Monday, June 2, 2008

It begins

A long time ago, but perhaps not so long ago, two young men stood on the edge of a green cliff far above the sea. A cold wind carried the cries of white birds, and the water below was dull grey.
"Then it begins!" one said, thrusting his walking staff against the low clouds.
"We walk from here!" intoned the other.
They were carrying heavy packs and they walked down the gravel road into the treeless green highlands of Scotland.

Ten miles later they crawled into their yellow tent, boots and pants permanently stained with peat mud, shoulders red from pack straps. Ten days later they had already decided not to walk to the southern tip of England. Ten weeks later they were in France. Ten months later they were home again.

But what a beginning! And we knew it too, carefully pronouncing lines from movies picked months before. But I wander, I wander, since I'm trying to talk about beginning the next book.

I mean, querying agents is fun and all -- better than a water slide, better than a kick in the pants, better than mosquito bite -- but what I much prefer is writing. There is an important story to tell, and this is how it begins.

Three notes of a song; strings and bass: a fragment of melody that gives me a vision. In the vision is a character. He is doing something. He is feeling something. He is thinking about something. And a story accretes around him, reaching out twirling vines to connect with other ideas, other stories, and the vines shrink and grow, double back, braid into each other and harden into arches of stone, arcades and balustrades and clerestory branches, twining and turning and twisting into the great structure.

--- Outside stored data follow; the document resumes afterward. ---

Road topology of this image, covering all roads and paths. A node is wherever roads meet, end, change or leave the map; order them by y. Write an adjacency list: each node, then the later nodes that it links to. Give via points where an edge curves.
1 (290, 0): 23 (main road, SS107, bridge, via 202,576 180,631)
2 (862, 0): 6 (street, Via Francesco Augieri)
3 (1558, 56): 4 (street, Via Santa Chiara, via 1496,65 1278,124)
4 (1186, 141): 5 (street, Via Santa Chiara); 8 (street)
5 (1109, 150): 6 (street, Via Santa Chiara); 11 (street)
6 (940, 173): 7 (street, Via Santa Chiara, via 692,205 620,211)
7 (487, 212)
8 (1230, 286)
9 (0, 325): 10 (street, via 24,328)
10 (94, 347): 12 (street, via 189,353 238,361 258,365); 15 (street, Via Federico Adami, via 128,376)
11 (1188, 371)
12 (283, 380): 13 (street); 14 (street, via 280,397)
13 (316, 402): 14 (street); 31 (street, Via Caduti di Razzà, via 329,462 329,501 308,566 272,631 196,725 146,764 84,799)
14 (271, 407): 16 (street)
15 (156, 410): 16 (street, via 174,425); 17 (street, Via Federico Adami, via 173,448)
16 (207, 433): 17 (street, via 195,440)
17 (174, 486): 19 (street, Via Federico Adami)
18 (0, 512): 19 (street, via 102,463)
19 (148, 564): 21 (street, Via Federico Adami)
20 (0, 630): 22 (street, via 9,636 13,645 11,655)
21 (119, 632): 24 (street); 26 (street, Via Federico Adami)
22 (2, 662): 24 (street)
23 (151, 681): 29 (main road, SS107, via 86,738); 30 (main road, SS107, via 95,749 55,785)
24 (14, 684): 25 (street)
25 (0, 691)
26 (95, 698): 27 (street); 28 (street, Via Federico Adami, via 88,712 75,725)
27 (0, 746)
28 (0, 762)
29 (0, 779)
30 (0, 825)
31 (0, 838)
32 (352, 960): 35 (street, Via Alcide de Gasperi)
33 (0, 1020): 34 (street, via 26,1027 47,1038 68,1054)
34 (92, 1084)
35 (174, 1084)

It's not there yet. It never is, even after the first draft. Revision is still building, after all, though sometimes it's more clearing the brush from the structure you know is buried in there.

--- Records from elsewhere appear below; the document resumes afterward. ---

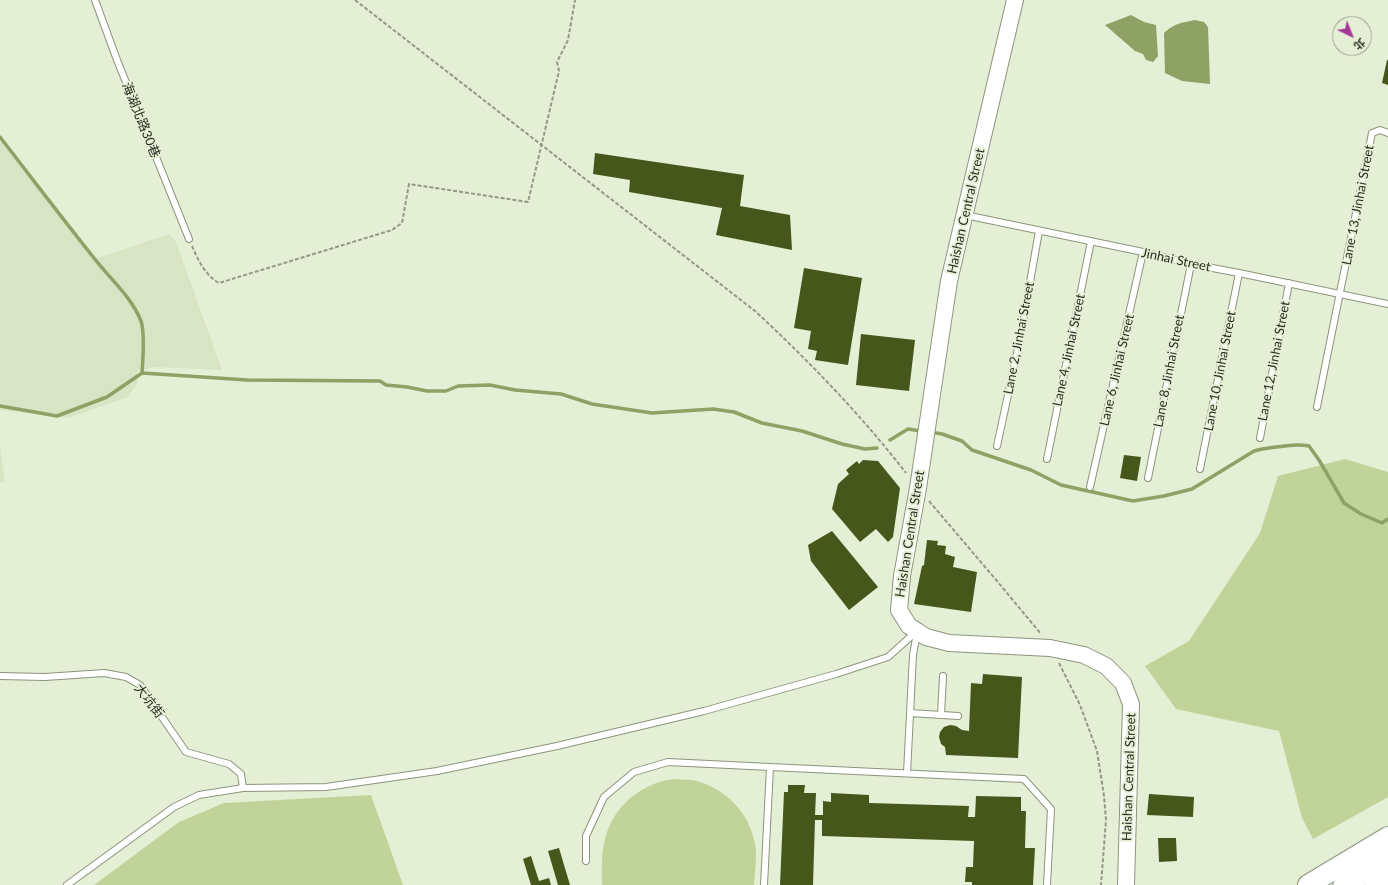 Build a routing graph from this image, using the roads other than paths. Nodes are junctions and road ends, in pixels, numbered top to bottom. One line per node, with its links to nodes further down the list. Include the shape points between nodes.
1 (95, 0): 6 (lane, 海湖北路30巷)
2 (1015, 0): 4 (street, Haishan Central Street)
3 (1388, 133): 12 (lane, Lane 13, Jinhai Street, via 1380,130 1372,133)
4 (965, 215): 5 (lane, Jinhai Street); 21 (street, Haishan Central Street, via 949,281 902,576 899,610 909,626)
5 (1039, 231): 7 (lane, Jinhai Street); 16 (lane, Lane 2, Jinhai Street, via 1020,339)
6 (189, 239)
7 (1091, 242): 8 (lane, Jinhai Street); 17 (lane, Lane 4, Jinhai Street)
8 (1143, 252): 9 (lane, Jinhai Street); 20 (lane, Lane 6, Jinhai Street)
9 (1191, 264): 10 (lane, Jinhai Street); 19 (lane, Lane 8, Jinhai Street)
10 (1239, 273): 11 (lane, Jinhai Street); 18 (lane, Lane 10, Jinhai Street)
11 (1289, 283): 12 (lane, Jinhai Street); 15 (lane, Lane 12, Jinhai Street)
12 (1340, 294): 13 (lane, Jinhai Street); 14 (lane)
13 (1388, 304)
14 (1317, 407)
15 (1260, 438)
16 (997, 446)
17 (1047, 459)
18 (1200, 469)
19 (1148, 478)
20 (1090, 487)
21 (917, 631): 24 (lane); 29 (lane, via 888,657 836,674 688,715 557,746 437,771 326,786); 37 (street, Haishan Central Street, via 926,637 949,643 1050,648 1084,655 1106,666 1123,683 1131,704)
22 (0, 676): 29 (lane, 大坑街, via 45,677 104,673 126,677 140,685 186,752 229,764 241,774)
23 (944, 676): 25 (lane)
24 (910, 714): 25 (lane); 28 (lane)
25 (941, 715): 26 (lane)
26 (958, 716)
27 (770, 767): 28 (lane); 32 (lane, via 668,762 634,772 604,797 586,836); 35 (lane)
28 (906, 774): 36 (lane, via 1024,779 1051,809)
29 (243, 788): 34 (lane, via 200,795 174,807)
30 (1388, 837): 38 (main road)
31 (1388, 858): 39 (highway)
32 (586, 861)
33 (1388, 878): 40 (highway)
34 (67, 885)
35 (764, 885)
36 (1047, 885)
37 (1126, 885)
38 (1308, 885)
39 (1344, 885)
40 (1376, 885)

So I sit in my little room, the ceiling fan whirring above me (it is June, after all), and forget to sip my coffee because I'm in the story, I'm feeling it, I can't type fast enough, I dart down subplot detours, find dead ends, back up and try somewhere else, it's all coming together, it all makes sense, it's working. It's working!

And then 6:30 comes and I have to get in the shower and go to work and I think, well, that was crap. How boring. How superficial. Trite. Shallow. Stale. Derivative. Uninteresting.

Ha ha. To be a writer means rapid-cycling moods and a fragile ego. That's where the "Believe" on my notecard easel comes in. I need to believe in that character, and in that haunting musical turn. Now I just have to turn it into something worthy of the vision.